Trzy najważniejsze postępowania
Poinformował, że trzy najważniejsze postępowania odnoszące się do Orlenu dotyczą fuzji Orlenu z Lotosem, a także wyrażenie zgody na sprzedaż 30 proc. udziałów Rafinerii Gdańskiej dla Saudi Aramco, kwestii zaniżonych cen paliw na rynku hurtowym i detalicznym jesienią 2023 r., co mogło mieć związek z wyborami parlamentarnymi. "Trzecia bardzo bulwersująca sprawa, to przekazanie bez nadzoru spółce OTS ponad 1,5 mld zł" - dodał prokurator krajowy.
Przeszukania u Obajtka
Dokonano przeszukań m.in. u byłego prezesa Orlenu Daniela Obajtka w związku z trwającymi śledztwami ws. zaniżania cen i fuzji Orlenu z Lotosem - poinformował Korneluk.
Doniesienia "Onetu" ws. powiązań Samara S. z terrorystyczną organizacją Hezbollah będą przedmiotem postępowania - powiedziała prokurator Małgorzata Adamajtys, Prokurator Regionalna. -Samer A. nie powinien był zostać prezesem spółki Orlen Trading Switzerland - dodała.
Prokuratura Regionalna w Gdańsku prowadzi wewnętrzne postępowanie wyjaśniające, dlaczego wobec Samera A. zastosowano poręczenie majątkowe - mówił prokurator Korneluk.
Doniesienia Onetu
Onet podał w poniedziałek, że wewnętrzne służby bezpieczeństwa Orlenu ostrzegały Daniela Obajtka przed współpracą z pochodzącym z Libanu Samerem A., podejrzewanym o kontakty z terrorystyczną organizacją Hezbollah, na dodatek zamieszanym w nielegalny obrót ropą z Iranu.

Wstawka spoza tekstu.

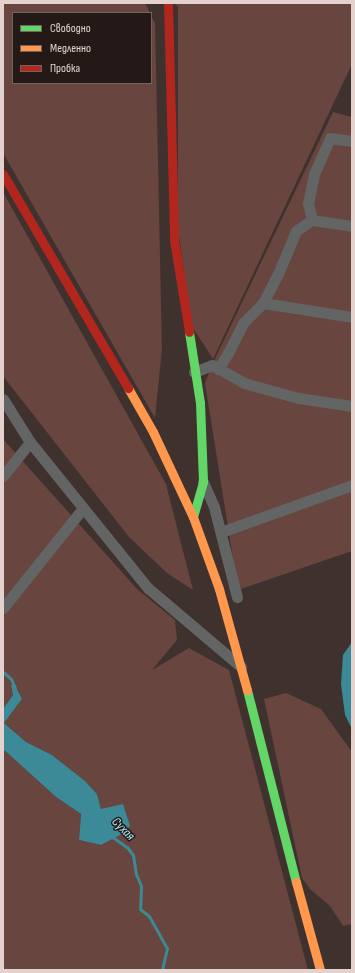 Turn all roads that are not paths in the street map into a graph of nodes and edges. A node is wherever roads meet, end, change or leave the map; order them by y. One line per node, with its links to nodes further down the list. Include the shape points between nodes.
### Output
1 (167, 3): 9 (main road, via 174,240)
2 (352, 141): 4 (street, via 330,138 314,174 308,203)
3 (3, 174): 17 (main road, via 153,432)
4 (312, 220): 5 (street); 6 (street, via 296,231)
5 (352, 226)
6 (263, 303): 7 (street); 8 (street, via 243,323)
7 (352, 317)
8 (218, 369): 9 (street, via 212,365); 11 (street, via 244,383 298,398)
9 (194, 372): 14 (main road, via 200,403)
10 (3, 399): 12 (street)
11 (352, 406)
12 (30, 442): 13 (street); 16 (street)
13 (3, 476)
14 (203, 482): 17 (main road); 18 (street, via 214,507)
15 (352, 485): 18 (street)
16 (83, 508): 20 (street); 21 (street, via 148,588)
17 (193, 517): 21 (main road, via 219,589)
18 (220, 532): 19 (street)
19 (237, 597)
20 (3, 608)
21 (241, 667): 22 (main road, via 280,826)
22 (320, 970) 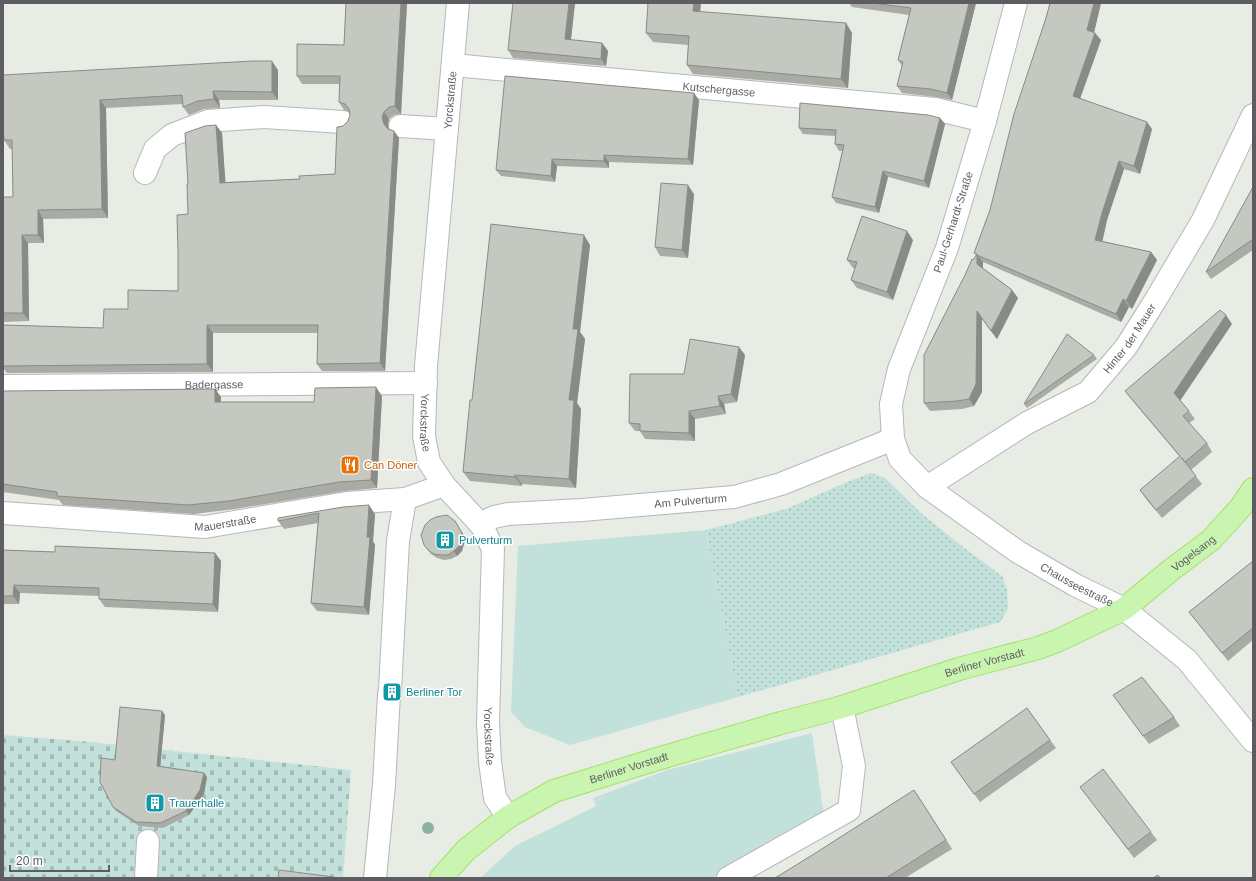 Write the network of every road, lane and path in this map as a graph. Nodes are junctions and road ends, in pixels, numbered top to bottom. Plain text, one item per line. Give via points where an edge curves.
1 (458, 3) edge
2 (1016, 3) edge
3 (453, 65) junction
4 (1253, 115) edge
5 (985, 121) junction
6 (343, 122) dead end
7 (400, 126) dead end
8 (447, 129) junction
9 (145, 173) dead end
10 (426, 383) junction
11 (3, 386) edge
12 (893, 439) junction
13 (444, 485) junction
14 (927, 487) junction
15 (1253, 489) edge
16 (405, 499) junction
17 (1247, 506) edge
18 (3, 513) edge
19 (480, 524) junction
20 (1124, 609) junction
21 (842, 708) junction
22 (1253, 741) edge
23 (508, 818) junction
24 (148, 841) dead end
25 (146, 878) edge
26 (375, 878) edge
27 (441, 878) edge
28 (728, 878) edge

1 - 3 street, Yorckstraße
2 - 5 street, Paul-Gerhardt-Straße
3 - 5 street, Kutschergasse via 935,109
3 - 8 street, Yorckstraße
4 - 14 street, Hinter der Mauer via 1203,220 1155,301 1126,347 1088,392 1027,423
5 - 12 street, Paul-Gerhardt-Straße via 947,248 899,369 891,404
6 - 9 street via 264,116 208,121 172,135 155,149
7 - 8 street
8 - 10 street, Yorckstraße
10 - 11 street, Badergasse
10 - 13 street, Yorckstraße via 426,449 429,462
12 - 14 street, Chausseestraße via 900,459
12 - 19 street, Am Pulverturm via 781,484 734,497 508,514
13 - 16 street, Mauerstraße
13 - 19 street, Yorckstraße
14 - 20 street, Chausseestraße via 1018,552 1074,585
15 - 17 main road, Vogelsang
16 - 18 street, Mauerstraße via 347,503 205,527
16 - 26 street via 398,540 384,785
17 - 20 main road, Vogelsang via 1211,540
19 - 23 street, Yorckstraße via 493,549 488,722 490,762 496,798
20 - 21 main road, Berliner Vorstadt via 1038,648 962,668
20 - 22 street, Chausseestraße via 1187,660
21 - 23 main road, Berliner Vorstadt via 678,752 554,791
21 - 28 street via 854,766 849,810
23 - 27 main road, Berliner Vorstadt via 466,850
24 - 25 street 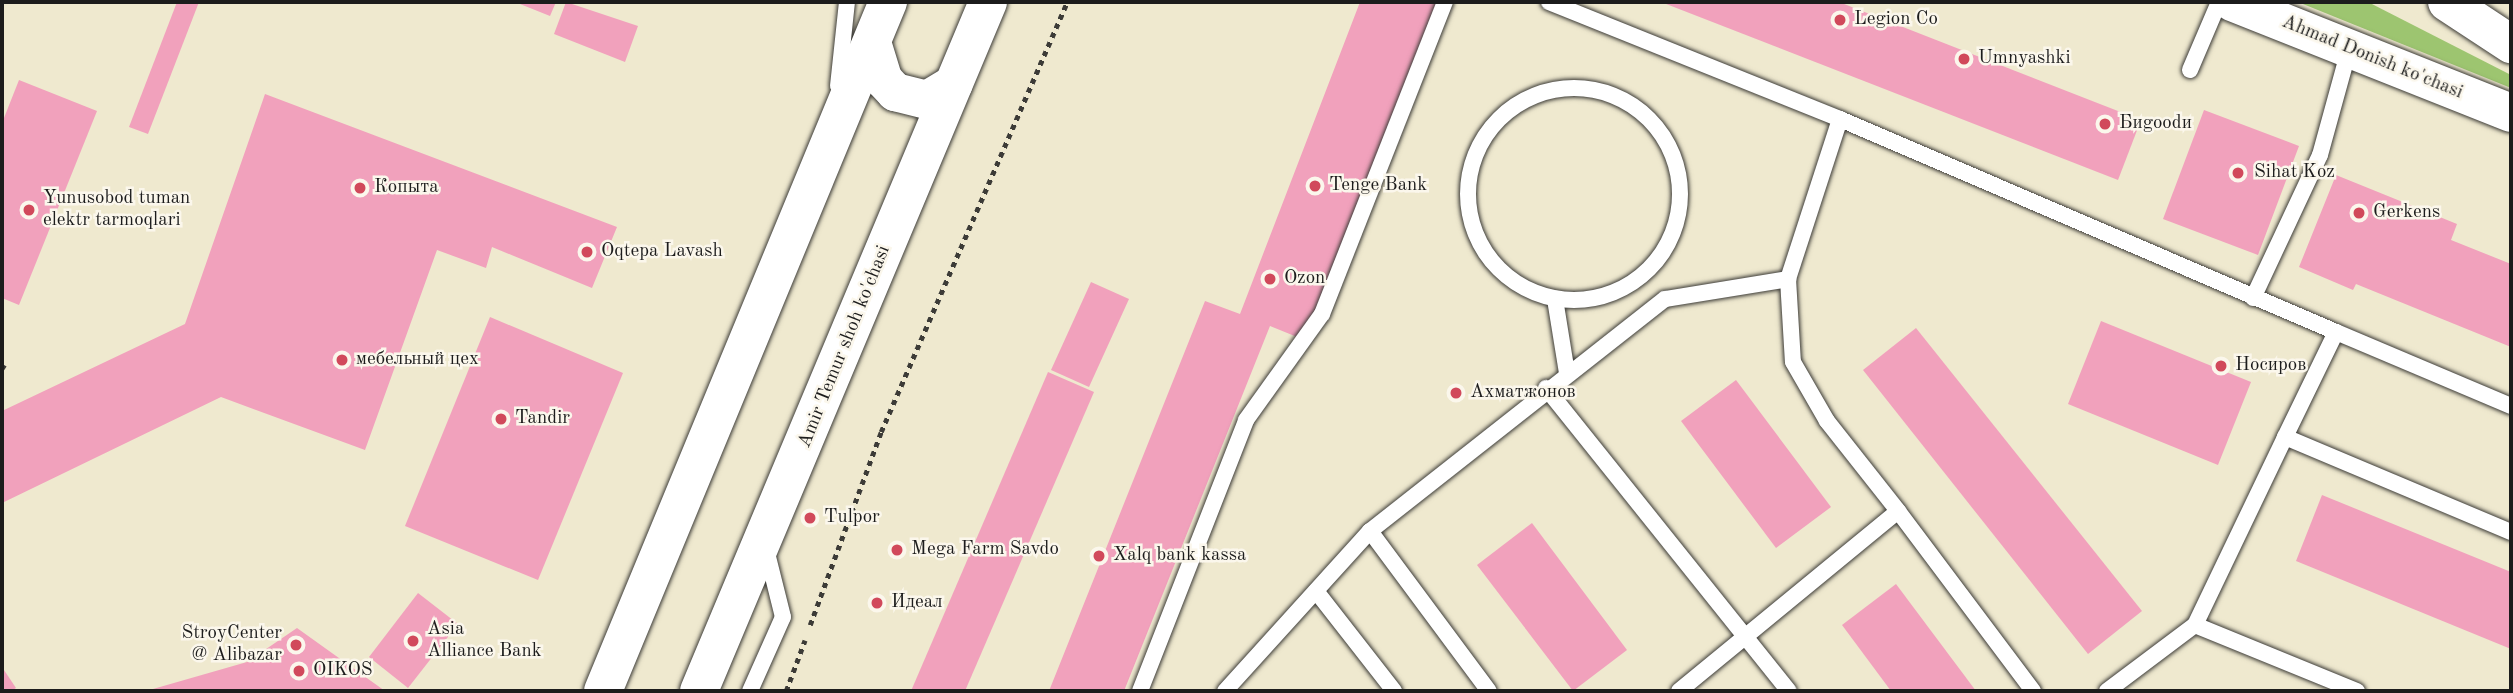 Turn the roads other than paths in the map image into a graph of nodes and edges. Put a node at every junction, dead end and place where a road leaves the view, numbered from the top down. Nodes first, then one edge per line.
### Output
1 (846, 2) edge
2 (888, 2) edge
3 (988, 2) edge
4 (1445, 2) edge
5 (1549, 2) edge
6 (2219, 2) edge
7 (2232, 2) edge
8 (2447, 2) edge
9 (872, 42) junction
10 (2511, 44) edge
11 (2349, 50) junction
12 (2190, 70) dead end
13 (954, 84) junction
14 (2511, 113) edge
15 (1840, 119) junction
16 (831, 141) junction
17 (1788, 279) junction
18 (2253, 298) junction
19 (1555, 299) junction
20 (2336, 332) junction
21 (1567, 373) junction
22 (1546, 388) junction
23 (2511, 406) edge
24 (2285, 438) junction
25 (1898, 510) junction
26 (1370, 531) junction
27 (2511, 532) edge
28 (764, 543) junction
29 (1316, 591) junction
30 (2195, 625) junction
31 (1745, 636) junction
32 (603, 691) edge
33 (699, 691) edge
34 (750, 691) edge
35 (1140, 691) edge
36 (1225, 691) edge
37 (1394, 691) edge
38 (1489, 691) edge
39 (1679, 691) edge
40 (1789, 691) edge
41 (2032, 691) edge
42 (2107, 691) edge
43 (2357, 691) edge

1 - 16 lane
2 - 9 main road
3 - 13 main road, Amir Temur shoh ko'chasi
4 - 35 lane
5 - 15 lane
6 - 12 lane
7 - 11 main road, Ahmad Donish ko'chasi
8 - 10 main road
9 - 13 main road
9 - 16 main road
11 - 14 main road, Ahmad Donish ko'chasi
11 - 18 lane
13 - 28 main road, Amir Temur shoh ko'chasi
15 - 17 lane
15 - 18 lane
16 - 32 main road
17 - 21 lane
17 - 25 lane
18 - 20 lane
19 - 19 lane
19 - 21 lane
20 - 23 lane
20 - 24 lane
21 - 22 lane
22 - 26 lane
22 - 31 lane
24 - 27 lane
24 - 30 lane
25 - 31 lane
25 - 41 lane
26 - 29 lane
26 - 38 lane
28 - 33 main road, Amir Temur shoh ko'chasi
28 - 34 lane
29 - 36 lane
29 - 37 lane
30 - 42 lane
30 - 43 lane
31 - 39 lane
31 - 40 lane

"Obajtek te ostrzeżenia zlekceważył i postawił Samera A. na czele Orlen Trader Switzerland (OTS), szwajcarskiej spółki Orlenu. W efekcie Orlen stracił 1,6 mld zł, co wyszło na jaw dopiero po utracie władzy przez PiS i odwołaniu Obajtka" - informował portal.
"Poprosiłem dziś o odwiedziny panów prokuratora generalnego i koordynatora służb w sprawie kluczowej dla bezpieczeństwa państwa: miliardowej straty i możliwych powiązań z Hezbollahem byłego szefa Orlenu. Polacy muszą poznać prawdę. Nie ma na co czekać" - napisał w poniedziałek w reakcji na te doniesienia premier Donald Tusk.
Onet ustalił, że ostrzeżenia w sprawie współpracy z Samerem A. władze Orlenu otrzymały na długo przed powstaniem OTS. Sporządzony w tej sprawie raport wewnętrznej komórki zajmującej się zabezpieczeniem najważniejszych interesów Orlenu został zignorowany. Efektu nie przyniosło również pismo w tej sprawie skierowane do najważniejszych osób w państwie i przedstawicieli służb specjalnych.